**Task details:**
Copy the full listing exactly.
Top of Records to process
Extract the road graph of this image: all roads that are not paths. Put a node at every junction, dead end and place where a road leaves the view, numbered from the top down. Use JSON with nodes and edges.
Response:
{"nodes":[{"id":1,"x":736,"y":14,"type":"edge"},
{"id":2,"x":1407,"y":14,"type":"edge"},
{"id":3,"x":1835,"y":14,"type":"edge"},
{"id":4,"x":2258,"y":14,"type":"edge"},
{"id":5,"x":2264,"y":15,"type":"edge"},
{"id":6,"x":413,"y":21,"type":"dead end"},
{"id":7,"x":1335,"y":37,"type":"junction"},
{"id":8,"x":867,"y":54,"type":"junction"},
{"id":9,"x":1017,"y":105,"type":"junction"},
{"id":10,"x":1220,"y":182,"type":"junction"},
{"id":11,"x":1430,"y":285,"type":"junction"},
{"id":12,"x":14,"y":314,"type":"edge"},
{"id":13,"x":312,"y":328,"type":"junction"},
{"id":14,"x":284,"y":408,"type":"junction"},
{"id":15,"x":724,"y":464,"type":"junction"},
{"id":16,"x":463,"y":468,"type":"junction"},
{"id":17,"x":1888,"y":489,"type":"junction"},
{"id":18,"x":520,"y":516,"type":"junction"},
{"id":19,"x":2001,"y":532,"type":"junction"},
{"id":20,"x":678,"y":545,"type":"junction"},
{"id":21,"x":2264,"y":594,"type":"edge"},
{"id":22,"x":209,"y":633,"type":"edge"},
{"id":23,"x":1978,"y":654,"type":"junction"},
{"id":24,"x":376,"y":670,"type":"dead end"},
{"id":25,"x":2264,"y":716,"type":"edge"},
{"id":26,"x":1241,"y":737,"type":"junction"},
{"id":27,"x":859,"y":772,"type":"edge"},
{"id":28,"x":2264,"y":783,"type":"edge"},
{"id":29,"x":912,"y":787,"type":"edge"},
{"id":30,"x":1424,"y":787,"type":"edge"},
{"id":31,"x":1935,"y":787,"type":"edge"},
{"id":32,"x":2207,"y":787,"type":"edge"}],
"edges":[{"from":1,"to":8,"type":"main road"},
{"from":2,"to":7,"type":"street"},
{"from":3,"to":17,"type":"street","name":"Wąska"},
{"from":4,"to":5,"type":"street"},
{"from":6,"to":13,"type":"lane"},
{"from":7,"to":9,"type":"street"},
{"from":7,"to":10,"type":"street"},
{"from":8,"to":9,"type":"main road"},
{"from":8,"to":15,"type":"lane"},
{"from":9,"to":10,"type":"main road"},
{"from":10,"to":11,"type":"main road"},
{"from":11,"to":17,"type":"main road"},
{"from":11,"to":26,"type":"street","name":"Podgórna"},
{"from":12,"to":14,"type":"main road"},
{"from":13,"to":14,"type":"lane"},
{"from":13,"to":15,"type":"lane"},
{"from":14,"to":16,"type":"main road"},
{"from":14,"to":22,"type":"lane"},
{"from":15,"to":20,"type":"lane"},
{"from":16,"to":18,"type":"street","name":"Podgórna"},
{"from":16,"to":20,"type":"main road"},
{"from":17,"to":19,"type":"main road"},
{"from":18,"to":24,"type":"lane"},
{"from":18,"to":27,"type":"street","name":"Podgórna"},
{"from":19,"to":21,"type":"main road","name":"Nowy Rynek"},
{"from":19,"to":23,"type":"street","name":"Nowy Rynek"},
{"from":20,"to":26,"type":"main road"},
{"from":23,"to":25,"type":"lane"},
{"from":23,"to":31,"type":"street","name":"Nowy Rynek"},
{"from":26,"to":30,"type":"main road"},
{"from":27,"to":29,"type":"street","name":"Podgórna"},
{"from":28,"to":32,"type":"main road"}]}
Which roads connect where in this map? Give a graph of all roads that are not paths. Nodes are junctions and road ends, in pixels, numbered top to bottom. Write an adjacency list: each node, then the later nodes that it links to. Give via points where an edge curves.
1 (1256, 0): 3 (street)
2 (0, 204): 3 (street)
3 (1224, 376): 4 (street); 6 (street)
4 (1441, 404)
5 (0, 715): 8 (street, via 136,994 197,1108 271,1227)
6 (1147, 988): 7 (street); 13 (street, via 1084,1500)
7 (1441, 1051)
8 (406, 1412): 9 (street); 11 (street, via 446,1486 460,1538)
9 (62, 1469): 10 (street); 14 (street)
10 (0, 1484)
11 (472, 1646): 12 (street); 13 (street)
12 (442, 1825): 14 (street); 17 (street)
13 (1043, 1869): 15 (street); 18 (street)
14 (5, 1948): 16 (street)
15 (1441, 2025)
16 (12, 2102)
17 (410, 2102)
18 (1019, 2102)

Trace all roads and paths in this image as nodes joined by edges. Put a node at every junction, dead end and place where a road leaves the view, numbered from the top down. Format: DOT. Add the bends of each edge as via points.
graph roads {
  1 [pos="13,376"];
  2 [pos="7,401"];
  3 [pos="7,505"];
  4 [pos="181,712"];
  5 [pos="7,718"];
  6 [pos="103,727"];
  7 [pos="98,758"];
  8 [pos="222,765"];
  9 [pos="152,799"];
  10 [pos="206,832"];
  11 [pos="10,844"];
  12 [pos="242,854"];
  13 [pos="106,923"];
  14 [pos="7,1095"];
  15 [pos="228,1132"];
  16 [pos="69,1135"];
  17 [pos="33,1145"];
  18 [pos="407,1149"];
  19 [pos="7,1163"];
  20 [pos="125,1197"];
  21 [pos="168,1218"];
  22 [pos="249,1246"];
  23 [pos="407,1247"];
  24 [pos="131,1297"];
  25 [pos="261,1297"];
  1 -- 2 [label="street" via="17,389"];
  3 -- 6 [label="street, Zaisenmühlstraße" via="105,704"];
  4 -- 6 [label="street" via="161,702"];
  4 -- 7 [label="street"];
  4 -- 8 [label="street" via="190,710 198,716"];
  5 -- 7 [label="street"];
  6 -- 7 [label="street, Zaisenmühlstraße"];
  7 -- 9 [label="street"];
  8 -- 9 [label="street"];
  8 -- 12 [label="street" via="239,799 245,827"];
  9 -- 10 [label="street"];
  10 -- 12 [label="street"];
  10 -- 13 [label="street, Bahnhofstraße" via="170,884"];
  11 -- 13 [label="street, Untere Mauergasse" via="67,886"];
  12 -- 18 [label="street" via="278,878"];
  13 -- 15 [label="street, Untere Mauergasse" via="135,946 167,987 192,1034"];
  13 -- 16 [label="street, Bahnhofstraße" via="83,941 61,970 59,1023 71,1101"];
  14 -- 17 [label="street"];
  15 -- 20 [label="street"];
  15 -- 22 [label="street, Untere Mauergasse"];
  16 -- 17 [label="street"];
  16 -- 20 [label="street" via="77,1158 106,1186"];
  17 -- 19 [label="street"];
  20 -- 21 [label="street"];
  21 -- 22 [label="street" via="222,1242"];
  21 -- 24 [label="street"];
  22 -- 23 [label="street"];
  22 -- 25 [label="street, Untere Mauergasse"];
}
Bottom of Records to process
**Solution for this problem:**
Extract the road graph of this image: all roads that are not paths. Put a node at every junction, dead end and place where a road leaves the view, numbered from the top down. Use JSON with nodes and edges.
Response:
{"nodes":[{"id":1,"x":736,"y":14,"type":"edge"},
{"id":2,"x":1407,"y":14,"type":"edge"},
{"id":3,"x":1835,"y":14,"type":"edge"},
{"id":4,"x":2258,"y":14,"type":"edge"},
{"id":5,"x":2264,"y":15,"type":"edge"},
{"id":6,"x":413,"y":21,"type":"dead end"},
{"id":7,"x":1335,"y":37,"type":"junction"},
{"id":8,"x":867,"y":54,"type":"junction"},
{"id":9,"x":1017,"y":105,"type":"junction"},
{"id":10,"x":1220,"y":182,"type":"junction"},
{"id":11,"x":1430,"y":285,"type":"junction"},
{"id":12,"x":14,"y":314,"type":"edge"},
{"id":13,"x":312,"y":328,"type":"junction"},
{"id":14,"x":284,"y":408,"type":"junction"},
{"id":15,"x":724,"y":464,"type":"junction"},
{"id":16,"x":463,"y":468,"type":"junction"},
{"id":17,"x":1888,"y":489,"type":"junction"},
{"id":18,"x":520,"y":516,"type":"junction"},
{"id":19,"x":2001,"y":532,"type":"junction"},
{"id":20,"x":678,"y":545,"type":"junction"},
{"id":21,"x":2264,"y":594,"type":"edge"},
{"id":22,"x":209,"y":633,"type":"edge"},
{"id":23,"x":1978,"y":654,"type":"junction"},
{"id":24,"x":376,"y":670,"type":"dead end"},
{"id":25,"x":2264,"y":716,"type":"edge"},
{"id":26,"x":1241,"y":737,"type":"junction"},
{"id":27,"x":859,"y":772,"type":"edge"},
{"id":28,"x":2264,"y":783,"type":"edge"},
{"id":29,"x":912,"y":787,"type":"edge"},
{"id":30,"x":1424,"y":787,"type":"edge"},
{"id":31,"x":1935,"y":787,"type":"edge"},
{"id":32,"x":2207,"y":787,"type":"edge"}],
"edges":[{"from":1,"to":8,"type":"main road"},
{"from":2,"to":7,"type":"street"},
{"from":3,"to":17,"type":"street","name":"Wąska"},
{"from":4,"to":5,"type":"street"},
{"from":6,"to":13,"type":"lane"},
{"from":7,"to":9,"type":"street"},
{"from":7,"to":10,"type":"street"},
{"from":8,"to":9,"type":"main road"},
{"from":8,"to":15,"type":"lane"},
{"from":9,"to":10,"type":"main road"},
{"from":10,"to":11,"type":"main road"},
{"from":11,"to":17,"type":"main road"},
{"from":11,"to":26,"type":"street","name":"Podgórna"},
{"from":12,"to":14,"type":"main road"},
{"from":13,"to":14,"type":"lane"},
{"from":13,"to":15,"type":"lane"},
{"from":14,"to":16,"type":"main road"},
{"from":14,"to":22,"type":"lane"},
{"from":15,"to":20,"type":"lane"},
{"from":16,"to":18,"type":"street","name":"Podgórna"},
{"from":16,"to":20,"type":"main road"},
{"from":17,"to":19,"type":"main road"},
{"from":18,"to":24,"type":"lane"},
{"from":18,"to":27,"type":"street","name":"Podgórna"},
{"from":19,"to":21,"type":"main road","name":"Nowy Rynek"},
{"from":19,"to":23,"type":"street","name":"Nowy Rynek"},
{"from":20,"to":26,"type":"main road"},
{"from":23,"to":25,"type":"lane"},
{"from":23,"to":31,"type":"street","name":"Nowy Rynek"},
{"from":26,"to":30,"type":"main road"},
{"from":27,"to":29,"type":"street","name":"Podgórna"},
{"from":28,"to":32,"type":"main road"}]}
Which roads connect where in this map? Give a graph of all roads that are not paths. Nodes are junctions and road ends, in pixels, numbered top to bottom. Write an adjacency list: each node, then the later nodes that it links to. Give via points where an edge curves.
1 (1256, 0): 3 (street)
2 (0, 204): 3 (street)
3 (1224, 376): 4 (street); 6 (street)
4 (1441, 404)
5 (0, 715): 8 (street, via 136,994 197,1108 271,1227)
6 (1147, 988): 7 (street); 13 (street, via 1084,1500)
7 (1441, 1051)
8 (406, 1412): 9 (street); 11 (street, via 446,1486 460,1538)
9 (62, 1469): 10 (street); 14 (street)
10 (0, 1484)
11 (472, 1646): 12 (street); 13 (street)
12 (442, 1825): 14 (street); 17 (street)
13 (1043, 1869): 15 (street); 18 (street)
14 (5, 1948): 16 (street)
15 (1441, 2025)
16 (12, 2102)
17 (410, 2102)
18 (1019, 2102)

Trace all roads and paths in this image as nodes joined by edges. Put a node at every junction, dead end and place where a road leaves the view, numbered from the top down. Format: DOT. Add the bends of each edge as via points.
graph roads {
  1 [pos="13,376"];
  2 [pos="7,401"];
  3 [pos="7,505"];
  4 [pos="181,712"];
  5 [pos="7,718"];
  6 [pos="103,727"];
  7 [pos="98,758"];
  8 [pos="222,765"];
  9 [pos="152,799"];
  10 [pos="206,832"];
  11 [pos="10,844"];
  12 [pos="242,854"];
  13 [pos="106,923"];
  14 [pos="7,1095"];
  15 [pos="228,1132"];
  16 [pos="69,1135"];
  17 [pos="33,1145"];
  18 [pos="407,1149"];
  19 [pos="7,1163"];
  20 [pos="125,1197"];
  21 [pos="168,1218"];
  22 [pos="249,1246"];
  23 [pos="407,1247"];
  24 [pos="131,1297"];
  25 [pos="261,1297"];
  1 -- 2 [label="street" via="17,389"];
  3 -- 6 [label="street, Zaisenmühlstraße" via="105,704"];
  4 -- 6 [label="street" via="161,702"];
  4 -- 7 [label="street"];
  4 -- 8 [label="street" via="190,710 198,716"];
  5 -- 7 [label="street"];
  6 -- 7 [label="street, Zaisenmühlstraße"];
  7 -- 9 [label="street"];
  8 -- 9 [label="street"];
  8 -- 12 [label="street" via="239,799 245,827"];
  9 -- 10 [label="street"];
  10 -- 12 [label="street"];
  10 -- 13 [label="street, Bahnhofstraße" via="170,884"];
  11 -- 13 [label="street, Untere Mauergasse" via="67,886"];
  12 -- 18 [label="street" via="278,878"];
  13 -- 15 [label="street, Untere Mauergasse" via="135,946 167,987 192,1034"];
  13 -- 16 [label="street, Bahnhofstraße" via="83,941 61,970 59,1023 71,1101"];
  14 -- 17 [label="street"];
  15 -- 20 [label="street"];
  15 -- 22 [label="street, Untere Mauergasse"];
  16 -- 17 [label="street"];
  16 -- 20 [label="street" via="77,1158 106,1186"];
  17 -- 19 [label="street"];
  20 -- 21 [label="street"];
  21 -- 22 [label="street" via="222,1242"];
  21 -- 24 [label="street"];
  22 -- 23 [label="street"];
  22 -- 25 [label="street, Untere Mauergasse"];
}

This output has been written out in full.